→ **Exercise aim**: Your task is to find every line in the records that holds the string "highway" and copy it.

→ **Records to process**:
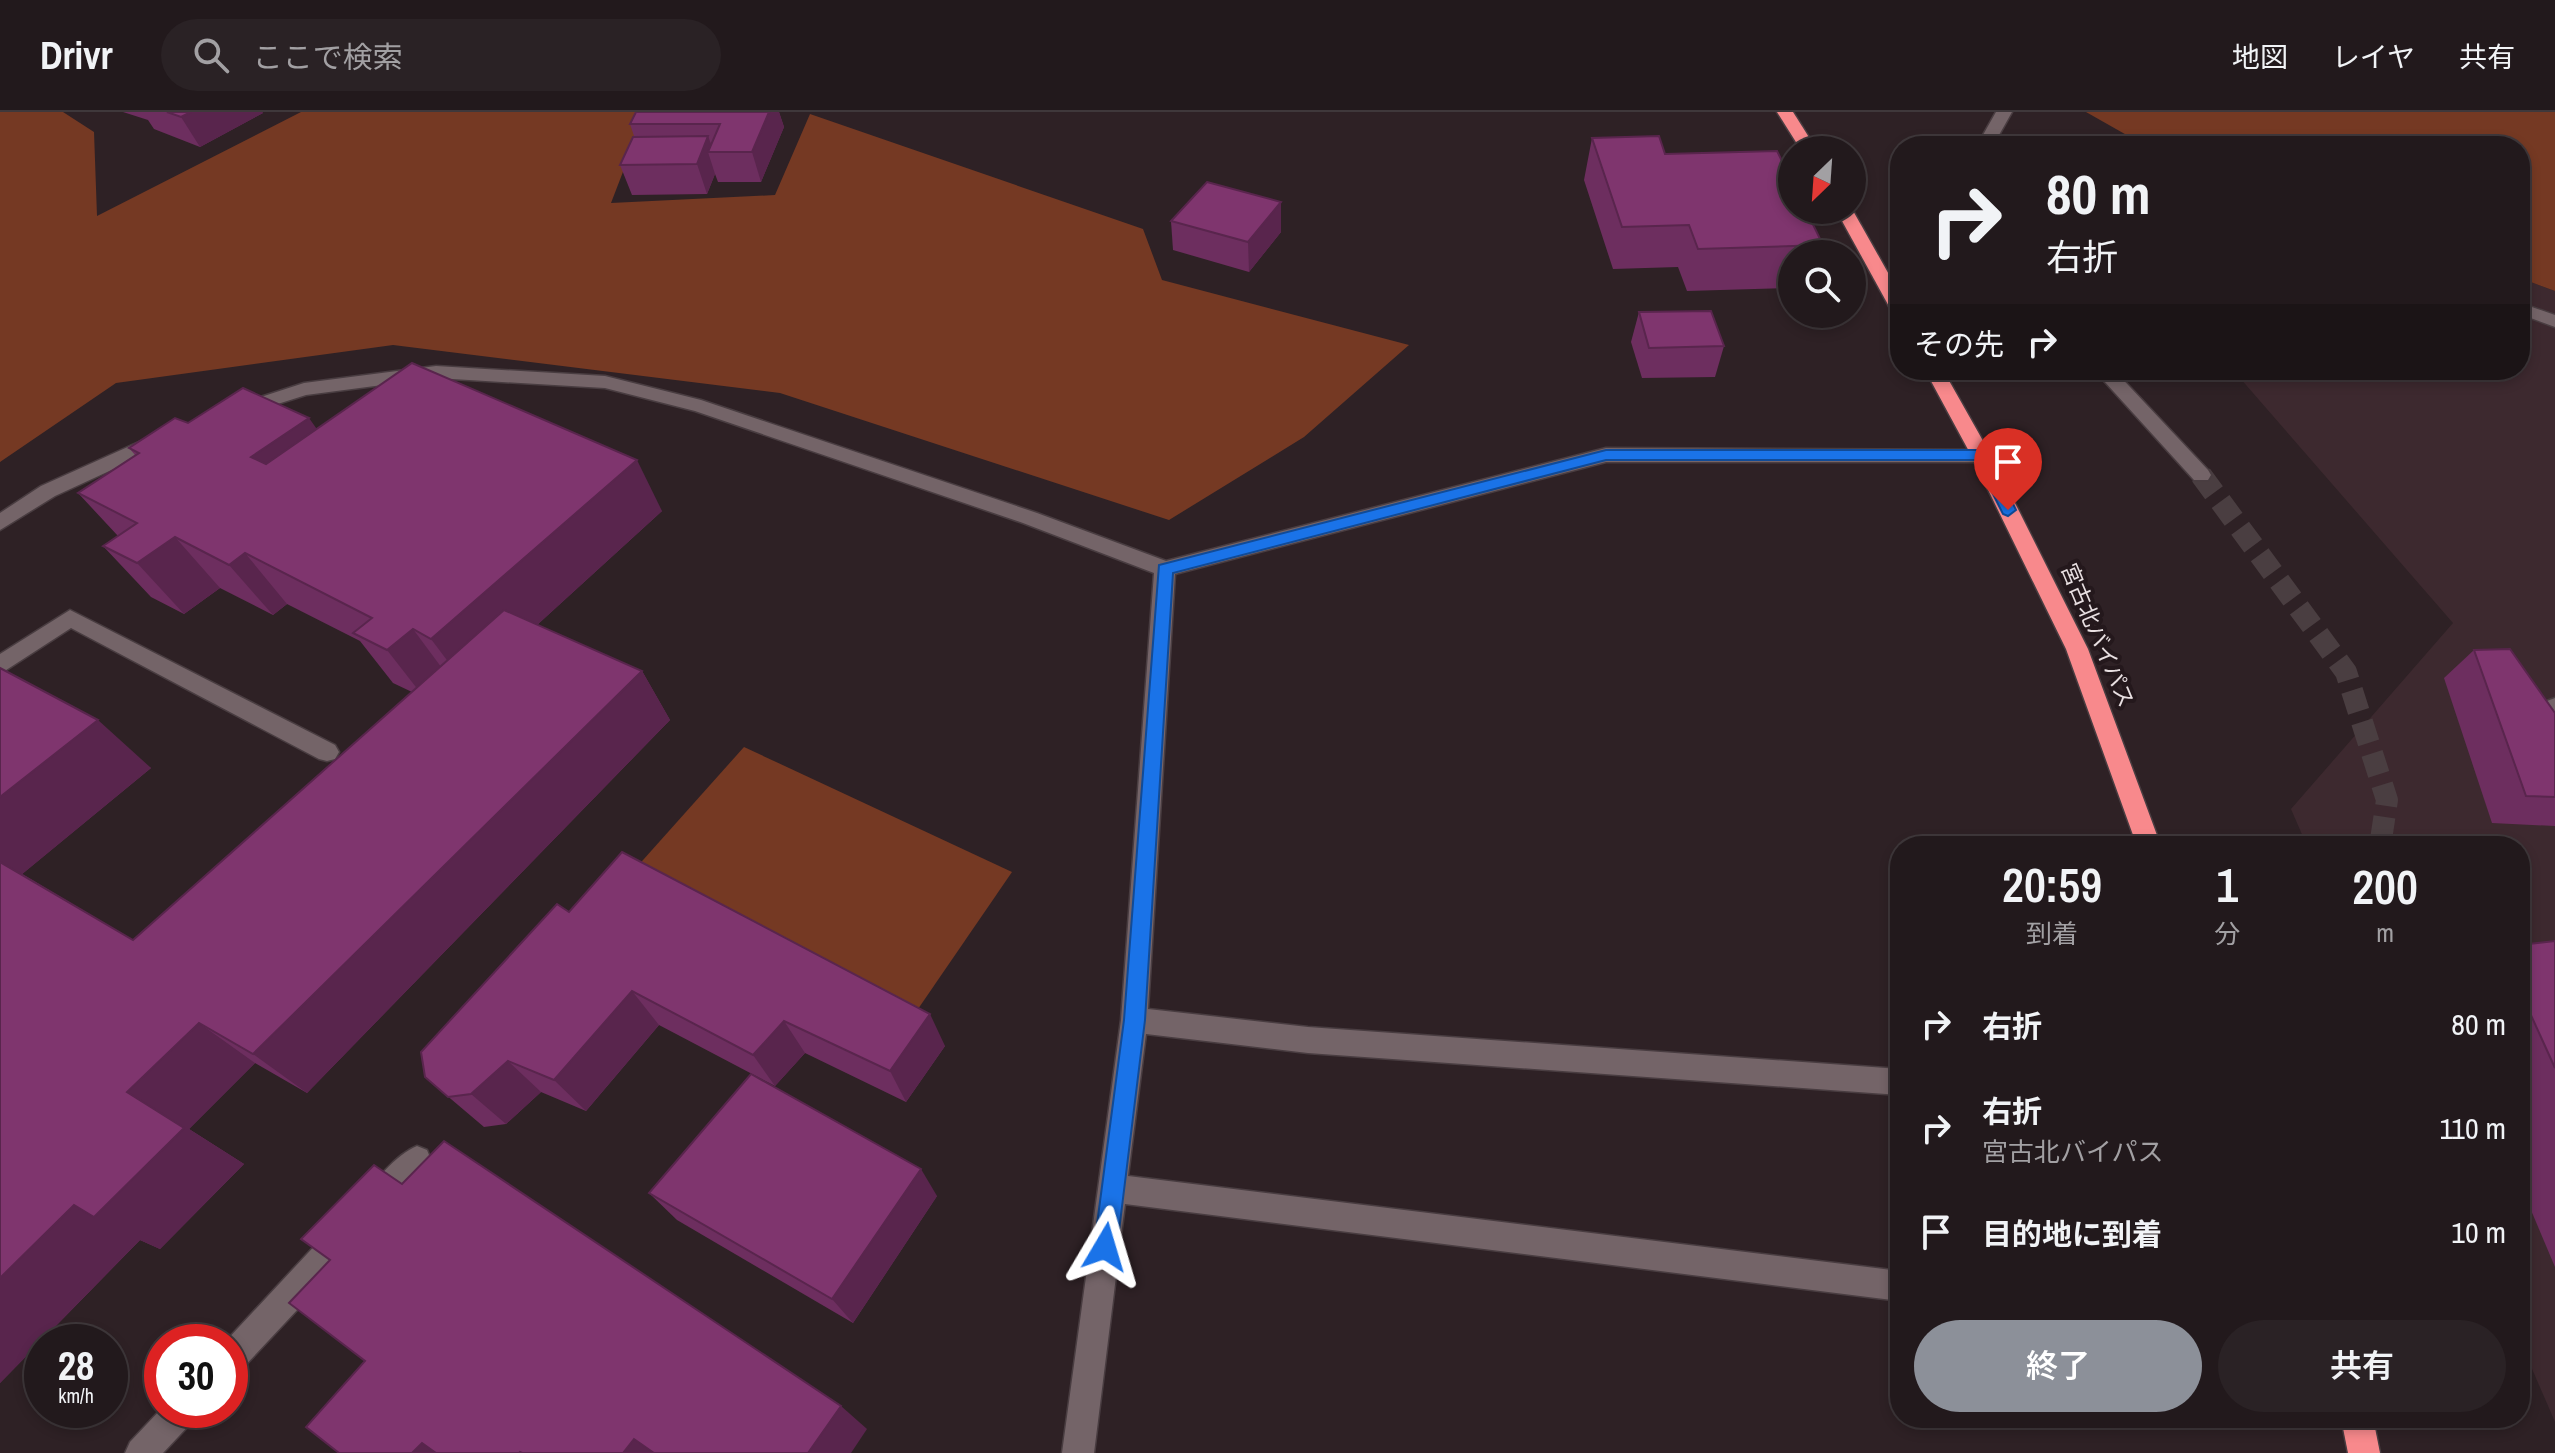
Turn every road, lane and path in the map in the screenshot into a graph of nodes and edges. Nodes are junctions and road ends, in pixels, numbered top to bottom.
1 (1785, 112) edge
2 (2004, 112) edge
3 (1800, 136) edge
4 (1991, 136) edge
5 (1852, 224) edge
6 (1890, 292) edge
7 (2530, 312) edge
8 (2555, 321) edge
9 (1940, 380) edge
10 (2112, 380) edge
11 (213, 419) edge
12 (183, 429) edge
13 (1981, 455) junction
14 (2201, 475) tunnel mouth
15 (0, 523) edge
16 (1165, 569) junction
17 (0, 665) edge
18 (327, 752) dead end
19 (2145, 836) edge
20 (1134, 1020) junction
21 (1890, 1081) edge
22 (417, 1160) dead end
23 (1113, 1188) junction
24 (1890, 1285) edge
25 (248, 1340) edge
26 (165, 1428) edge
27 (2359, 1428) edge
28 (141, 1453) edge
29 (1078, 1453) edge
30 (2364, 1453) edge

1 - 3 highway
2 - 4 street
5 - 6 highway
7 - 8 street
9 - 13 highway, 宮古北バイパス
10 - 14 street
11 - 16 street
12 - 15 street
13 - 16 street
13 - 19 highway, 宮古北バイパス
16 - 20 street
17 - 18 street
20 - 21 street
20 - 23 street
22 - 25 street
23 - 24 street
23 - 29 street
26 - 28 street
27 - 30 highway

→ **Reply to the task**:
1 - 3 highway
5 - 6 highway
9 - 13 highway, 宮古北バイパス
13 - 19 highway, 宮古北バイパス
27 - 30 highway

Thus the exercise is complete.